━━ DATA TO PROCESS
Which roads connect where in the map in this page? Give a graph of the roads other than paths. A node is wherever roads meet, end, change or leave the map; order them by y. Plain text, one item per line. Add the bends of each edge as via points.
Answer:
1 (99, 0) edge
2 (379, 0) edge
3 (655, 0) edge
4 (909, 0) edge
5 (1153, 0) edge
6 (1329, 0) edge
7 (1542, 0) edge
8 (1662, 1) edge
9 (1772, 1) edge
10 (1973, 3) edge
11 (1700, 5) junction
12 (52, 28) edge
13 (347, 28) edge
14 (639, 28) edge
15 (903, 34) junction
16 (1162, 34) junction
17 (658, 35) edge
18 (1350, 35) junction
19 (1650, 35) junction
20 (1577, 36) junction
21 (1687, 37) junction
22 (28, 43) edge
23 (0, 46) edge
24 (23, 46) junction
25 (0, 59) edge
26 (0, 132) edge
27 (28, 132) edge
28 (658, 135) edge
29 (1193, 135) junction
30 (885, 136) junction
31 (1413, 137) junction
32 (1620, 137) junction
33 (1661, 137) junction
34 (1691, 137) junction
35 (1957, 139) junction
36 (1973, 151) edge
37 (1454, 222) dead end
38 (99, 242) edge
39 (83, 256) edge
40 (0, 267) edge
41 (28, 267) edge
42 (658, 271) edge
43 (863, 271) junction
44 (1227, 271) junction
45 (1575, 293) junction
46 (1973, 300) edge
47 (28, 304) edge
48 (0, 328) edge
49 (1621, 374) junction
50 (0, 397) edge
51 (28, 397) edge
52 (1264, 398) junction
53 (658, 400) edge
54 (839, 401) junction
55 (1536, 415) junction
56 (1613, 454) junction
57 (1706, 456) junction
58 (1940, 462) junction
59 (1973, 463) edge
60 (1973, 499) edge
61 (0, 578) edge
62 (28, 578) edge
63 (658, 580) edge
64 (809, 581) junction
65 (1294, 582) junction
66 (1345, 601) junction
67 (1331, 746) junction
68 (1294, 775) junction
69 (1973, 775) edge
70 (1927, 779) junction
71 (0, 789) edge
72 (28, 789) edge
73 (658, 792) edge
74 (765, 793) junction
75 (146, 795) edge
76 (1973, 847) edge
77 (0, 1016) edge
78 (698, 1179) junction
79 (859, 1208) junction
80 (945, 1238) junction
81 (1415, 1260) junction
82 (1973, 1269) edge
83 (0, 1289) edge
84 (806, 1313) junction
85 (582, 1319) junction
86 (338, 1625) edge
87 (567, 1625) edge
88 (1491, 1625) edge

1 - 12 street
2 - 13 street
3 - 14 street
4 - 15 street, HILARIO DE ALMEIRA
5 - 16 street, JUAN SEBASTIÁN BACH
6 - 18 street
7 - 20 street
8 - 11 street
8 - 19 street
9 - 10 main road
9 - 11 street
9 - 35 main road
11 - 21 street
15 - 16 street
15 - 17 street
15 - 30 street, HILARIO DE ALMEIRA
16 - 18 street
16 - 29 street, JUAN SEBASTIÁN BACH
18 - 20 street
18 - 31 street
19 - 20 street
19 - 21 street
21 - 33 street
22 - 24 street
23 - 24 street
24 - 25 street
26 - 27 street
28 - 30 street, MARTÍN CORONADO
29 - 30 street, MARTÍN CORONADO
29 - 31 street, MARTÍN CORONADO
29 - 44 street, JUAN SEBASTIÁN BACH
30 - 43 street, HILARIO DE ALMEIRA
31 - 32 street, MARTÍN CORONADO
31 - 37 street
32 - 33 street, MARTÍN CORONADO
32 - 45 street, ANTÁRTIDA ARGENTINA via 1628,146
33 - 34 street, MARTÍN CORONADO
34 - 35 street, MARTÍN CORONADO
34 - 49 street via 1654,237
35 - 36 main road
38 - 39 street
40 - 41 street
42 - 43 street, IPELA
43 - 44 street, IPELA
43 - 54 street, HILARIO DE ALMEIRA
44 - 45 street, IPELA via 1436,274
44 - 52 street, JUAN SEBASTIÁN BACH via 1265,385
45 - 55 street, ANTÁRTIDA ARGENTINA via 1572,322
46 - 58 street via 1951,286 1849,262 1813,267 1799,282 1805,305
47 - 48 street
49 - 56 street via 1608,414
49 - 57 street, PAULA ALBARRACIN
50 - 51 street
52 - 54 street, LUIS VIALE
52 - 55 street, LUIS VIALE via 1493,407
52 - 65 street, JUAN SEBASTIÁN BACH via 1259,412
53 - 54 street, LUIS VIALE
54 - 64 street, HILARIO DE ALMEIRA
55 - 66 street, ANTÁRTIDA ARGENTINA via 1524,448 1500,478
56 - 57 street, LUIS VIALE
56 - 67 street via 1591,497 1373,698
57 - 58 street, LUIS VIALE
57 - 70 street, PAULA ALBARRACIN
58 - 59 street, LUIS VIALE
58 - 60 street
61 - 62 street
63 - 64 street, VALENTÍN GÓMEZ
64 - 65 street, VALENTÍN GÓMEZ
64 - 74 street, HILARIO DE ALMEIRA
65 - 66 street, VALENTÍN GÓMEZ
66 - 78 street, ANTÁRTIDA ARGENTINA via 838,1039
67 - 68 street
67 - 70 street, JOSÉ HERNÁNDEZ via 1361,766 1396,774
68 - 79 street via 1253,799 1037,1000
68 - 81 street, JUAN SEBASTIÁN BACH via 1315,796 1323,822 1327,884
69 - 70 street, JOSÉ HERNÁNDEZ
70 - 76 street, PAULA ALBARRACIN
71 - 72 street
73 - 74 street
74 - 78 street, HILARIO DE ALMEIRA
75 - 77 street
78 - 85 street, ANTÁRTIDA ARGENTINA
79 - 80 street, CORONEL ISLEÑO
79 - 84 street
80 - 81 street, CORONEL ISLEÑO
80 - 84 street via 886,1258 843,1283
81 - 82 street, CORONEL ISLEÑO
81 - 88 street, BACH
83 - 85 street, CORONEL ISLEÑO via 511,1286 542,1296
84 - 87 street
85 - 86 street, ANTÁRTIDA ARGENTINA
━━━━
■ WHAT IS BEING ASKED ■
Nothing in the records may be left out; transcribe all of them exactly.

■ SOLUTION BELOW ■
Which roads connect where in the map in this page? Give a graph of the roads other than paths. A node is wherever roads meet, end, change or leave the map; order them by y. Plain text, one item per line. Add the bends of each edge as via points.
Answer:
1 (99, 0) edge
2 (379, 0) edge
3 (655, 0) edge
4 (909, 0) edge
5 (1153, 0) edge
6 (1329, 0) edge
7 (1542, 0) edge
8 (1662, 1) edge
9 (1772, 1) edge
10 (1973, 3) edge
11 (1700, 5) junction
12 (52, 28) edge
13 (347, 28) edge
14 (639, 28) edge
15 (903, 34) junction
16 (1162, 34) junction
17 (658, 35) edge
18 (1350, 35) junction
19 (1650, 35) junction
20 (1577, 36) junction
21 (1687, 37) junction
22 (28, 43) edge
23 (0, 46) edge
24 (23, 46) junction
25 (0, 59) edge
26 (0, 132) edge
27 (28, 132) edge
28 (658, 135) edge
29 (1193, 135) junction
30 (885, 136) junction
31 (1413, 137) junction
32 (1620, 137) junction
33 (1661, 137) junction
34 (1691, 137) junction
35 (1957, 139) junction
36 (1973, 151) edge
37 (1454, 222) dead end
38 (99, 242) edge
39 (83, 256) edge
40 (0, 267) edge
41 (28, 267) edge
42 (658, 271) edge
43 (863, 271) junction
44 (1227, 271) junction
45 (1575, 293) junction
46 (1973, 300) edge
47 (28, 304) edge
48 (0, 328) edge
49 (1621, 374) junction
50 (0, 397) edge
51 (28, 397) edge
52 (1264, 398) junction
53 (658, 400) edge
54 (839, 401) junction
55 (1536, 415) junction
56 (1613, 454) junction
57 (1706, 456) junction
58 (1940, 462) junction
59 (1973, 463) edge
60 (1973, 499) edge
61 (0, 578) edge
62 (28, 578) edge
63 (658, 580) edge
64 (809, 581) junction
65 (1294, 582) junction
66 (1345, 601) junction
67 (1331, 746) junction
68 (1294, 775) junction
69 (1973, 775) edge
70 (1927, 779) junction
71 (0, 789) edge
72 (28, 789) edge
73 (658, 792) edge
74 (765, 793) junction
75 (146, 795) edge
76 (1973, 847) edge
77 (0, 1016) edge
78 (698, 1179) junction
79 (859, 1208) junction
80 (945, 1238) junction
81 (1415, 1260) junction
82 (1973, 1269) edge
83 (0, 1289) edge
84 (806, 1313) junction
85 (582, 1319) junction
86 (338, 1625) edge
87 (567, 1625) edge
88 (1491, 1625) edge

1 - 12 street
2 - 13 street
3 - 14 street
4 - 15 street, HILARIO DE ALMEIRA
5 - 16 street, JUAN SEBASTIÁN BACH
6 - 18 street
7 - 20 street
8 - 11 street
8 - 19 street
9 - 10 main road
9 - 11 street
9 - 35 main road
11 - 21 street
15 - 16 street
15 - 17 street
15 - 30 street, HILARIO DE ALMEIRA
16 - 18 street
16 - 29 street, JUAN SEBASTIÁN BACH
18 - 20 street
18 - 31 street
19 - 20 street
19 - 21 street
21 - 33 street
22 - 24 street
23 - 24 street
24 - 25 street
26 - 27 street
28 - 30 street, MARTÍN CORONADO
29 - 30 street, MARTÍN CORONADO
29 - 31 street, MARTÍN CORONADO
29 - 44 street, JUAN SEBASTIÁN BACH
30 - 43 street, HILARIO DE ALMEIRA
31 - 32 street, MARTÍN CORONADO
31 - 37 street
32 - 33 street, MARTÍN CORONADO
32 - 45 street, ANTÁRTIDA ARGENTINA via 1628,146
33 - 34 street, MARTÍN CORONADO
34 - 35 street, MARTÍN CORONADO
34 - 49 street via 1654,237
35 - 36 main road
38 - 39 street
40 - 41 street
42 - 43 street, IPELA
43 - 44 street, IPELA
43 - 54 street, HILARIO DE ALMEIRA
44 - 45 street, IPELA via 1436,274
44 - 52 street, JUAN SEBASTIÁN BACH via 1265,385
45 - 55 street, ANTÁRTIDA ARGENTINA via 1572,322
46 - 58 street via 1951,286 1849,262 1813,267 1799,282 1805,305
47 - 48 street
49 - 56 street via 1608,414
49 - 57 street, PAULA ALBARRACIN
50 - 51 street
52 - 54 street, LUIS VIALE
52 - 55 street, LUIS VIALE via 1493,407
52 - 65 street, JUAN SEBASTIÁN BACH via 1259,412
53 - 54 street, LUIS VIALE
54 - 64 street, HILARIO DE ALMEIRA
55 - 66 street, ANTÁRTIDA ARGENTINA via 1524,448 1500,478
56 - 57 street, LUIS VIALE
56 - 67 street via 1591,497 1373,698
57 - 58 street, LUIS VIALE
57 - 70 street, PAULA ALBARRACIN
58 - 59 street, LUIS VIALE
58 - 60 street
61 - 62 street
63 - 64 street, VALENTÍN GÓMEZ
64 - 65 street, VALENTÍN GÓMEZ
64 - 74 street, HILARIO DE ALMEIRA
65 - 66 street, VALENTÍN GÓMEZ
66 - 78 street, ANTÁRTIDA ARGENTINA via 838,1039
67 - 68 street
67 - 70 street, JOSÉ HERNÁNDEZ via 1361,766 1396,774
68 - 79 street via 1253,799 1037,1000
68 - 81 street, JUAN SEBASTIÁN BACH via 1315,796 1323,822 1327,884
69 - 70 street, JOSÉ HERNÁNDEZ
70 - 76 street, PAULA ALBARRACIN
71 - 72 street
73 - 74 street
74 - 78 street, HILARIO DE ALMEIRA
75 - 77 street
78 - 85 street, ANTÁRTIDA ARGENTINA
79 - 80 street, CORONEL ISLEÑO
79 - 84 street
80 - 81 street, CORONEL ISLEÑO
80 - 84 street via 886,1258 843,1283
81 - 82 street, CORONEL ISLEÑO
81 - 88 street, BACH
83 - 85 street, CORONEL ISLEÑO via 511,1286 542,1296
84 - 87 street
85 - 86 street, ANTÁRTIDA ARGENTINA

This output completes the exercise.